The World Health Organization (WHO) has accentuated that early diagnosis and prompt treatment for malaria should be occurred within 24–48 h of the onset of malaria symptoms to decrease the risk of severe complications and onward transmission [1]. Good treatment-seeking behaviour and easy access to health services are important components imperative to its success. A prior study recommended that patients should seek medical treatment following the onset of fever, a common symptom of malaria [2]. It has been recognised that self-treatment may lead to more delay in seeking treatment [2, 3]. Such delay may cause severe complications to patient within 3–7 days of onset of fever. The Plasmodium falciparum malaria causes a delay in cure, severe disease or death especially in multi-drug resistance areas [4].

Fever, the most common symptom of malaria, can be intermittent or continuous accompanied with other symptoms such as chills and rigours, headache, myalgia, arthralgia, anorexia, nausea and vomiting. The symptoms of malaria can be non-specific and mimic other diseases such as viral infections, and enteric fever etc. [5]. All fever cases are diagnosed as malaria either by rapid diagnostic kit (RDT) or microscopy, and choice of medicine depends upon whether the patient has P. vivax or P. falciparum malaria [6].

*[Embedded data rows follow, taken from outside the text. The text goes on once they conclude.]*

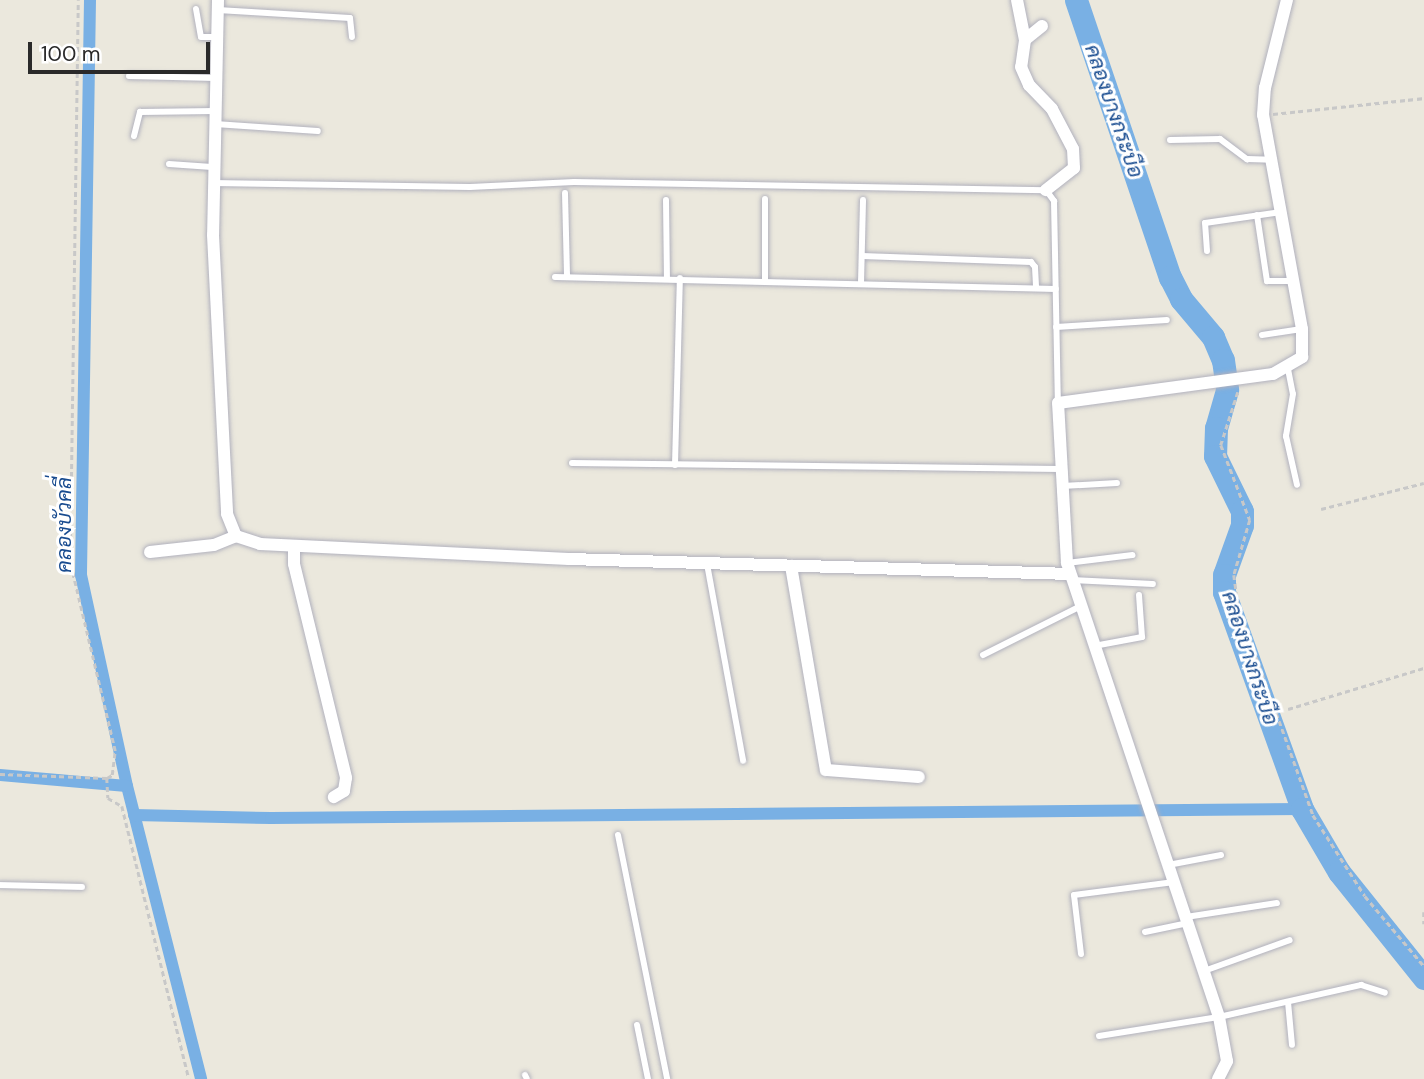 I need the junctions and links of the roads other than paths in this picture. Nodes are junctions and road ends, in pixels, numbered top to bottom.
1 (1017, 0) edge
2 (1287, 0) edge
3 (218, 5) edge
4 (196, 9) dead end
5 (1042, 26) dead end
6 (217, 37) junction
7 (352, 37) dead end
8 (1025, 40) junction
9 (129, 76) dead end
10 (216, 78) junction
11 (214, 117) junction
12 (318, 131) dead end
13 (134, 136) dead end
14 (1170, 140) dead end
15 (1272, 160) junction
16 (169, 164) dead end
17 (212, 167) junction
18 (212, 183) junction
19 (1046, 190) junction
20 (565, 194) dead end
21 (765, 199) dead end
22 (666, 200) dead end
23 (863, 200) dead end
24 (1282, 212) junction
25 (1256, 215) junction
26 (1208, 251) dead end
27 (862, 256) junction
28 (567, 276) junction
29 (555, 277) dead end
30 (667, 278) junction
31 (680, 278) junction
32 (765, 281) junction
33 (1294, 281) junction
34 (861, 283) junction
35 (1035, 288) junction
36 (1056, 289) junction
37 (1167, 320) dead end
38 (1056, 327) junction
39 (1302, 328) junction
40 (1262, 335) dead end
41 (1288, 369) junction
42 (1058, 403) junction
43 (572, 463) dead end
44 (676, 465) junction
45 (1060, 469) junction
46 (1117, 483) dead end
47 (1297, 485) dead end
48 (1060, 486) junction
49 (236, 536) junction
50 (294, 546) junction
51 (150, 552) dead end
52 (1133, 555) dead end
53 (707, 564) junction
54 (791, 566) junction
55 (1070, 572) junction
56 (1153, 584) dead end
57 (1139, 595) dead end
58 (1081, 606) junction
59 (1094, 646) junction
60 (983, 655) dead end
61 (743, 761) dead end
62 (919, 777) dead end
63 (334, 797) dead end
64 (618, 835) dead end
65 (1221, 855) dead end
66 (1168, 865) junction
67 (1174, 882) junction
68 (0, 885) edge
69 (82, 887) dead end
70 (1277, 903) dead end
71 (1187, 920) junction
72 (1145, 932) dead end
73 (1290, 940) dead end
74 (1080, 954) dead end
75 (1204, 971) junction
76 (1385, 993) dead end
77 (1288, 1002) junction
78 (1219, 1017) junction
79 (637, 1025) dead end
80 (1099, 1037) dead end
81 (1292, 1045) dead end
82 (648, 1079) edge
83 (667, 1079) edge
84 (1218, 1079) edge

1 - 8 street
2 - 15 street
3 - 6 street
3 - 7 lane
4 - 6 lane
5 - 8 street
6 - 10 street
8 - 19 street
9 - 10 lane
10 - 11 street
11 - 12 lane
11 - 13 lane
11 - 17 street
14 - 15 lane
15 - 24 street
16 - 17 lane
17 - 18 street
18 - 19 lane
18 - 49 street
19 - 36 lane
20 - 28 lane
21 - 32 lane
22 - 30 lane
23 - 27 lane
24 - 25 lane
24 - 33 street
25 - 26 lane
25 - 33 lane
27 - 34 lane
27 - 35 lane
28 - 29 lane
28 - 30 lane
30 - 31 lane
31 - 32 lane
31 - 44 lane
32 - 34 lane
33 - 39 street
34 - 35 lane
35 - 36 lane
36 - 38 lane
37 - 38 lane
38 - 42 lane
39 - 40 lane
39 - 41 street
41 - 42 street
41 - 47 lane
42 - 45 street
43 - 44 lane
44 - 45 lane
45 - 48 street
46 - 48 lane
48 - 55 street
49 - 50 street
49 - 51 street
50 - 53 street
50 - 63 street
52 - 55 lane
53 - 54 street
53 - 61 lane
54 - 55 street
54 - 62 street
55 - 56 lane
55 - 58 street
57 - 59 lane
58 - 59 street
58 - 60 lane
59 - 66 street
64 - 83 lane
65 - 66 lane
66 - 67 street
67 - 71 street
67 - 74 lane
68 - 69 lane
70 - 71 lane
71 - 72 lane
71 - 75 street
73 - 75 lane
75 - 78 street
76 - 77 lane
77 - 78 lane
77 - 81 lane
78 - 80 lane
78 - 84 street
79 - 82 lane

India has the highest number of malaria cases and related deaths in the Southeast Asia region [7, 8]. According to the National Vector Borne Disease Control Program (NVBDCP) annual report (2014–15), about 91% of malaria cases and 99% of deaths due to malaria was reported from high disease burden states namely North-eastern (NE) States, Andhra Pradesh, Chhattisgarh, Gujarat, Jharkhand, Karnataka, Madhya Pradesh, Maharashtra, Odisha, Rajasthan and West Bengal [9]. High malaria transmission in Northeast India was due to the presence of various malaria parasites and vector species. The ecological condition, high rainfall and humid climate are favourable to growth and proliferation of the parasites and vectors in this region [9]. A previous study from Assam showed only 43% of febrile illness cases utilised government/private health services, and remaining used traditional and/or self-medication [3]. The consequence of traditional and self-medication could result in misdiagnosis and incorrect choice of drugs, delay in diagnosis of malaria and increasing malaria transmission in the community [2, 3]. The poor health care utilisation and orthodox health beliefs such as go-to priest, perform spiritual prayers, sacrifice a bird/animal are the key obstacles to early diagnosis of febrile illness [2, 3].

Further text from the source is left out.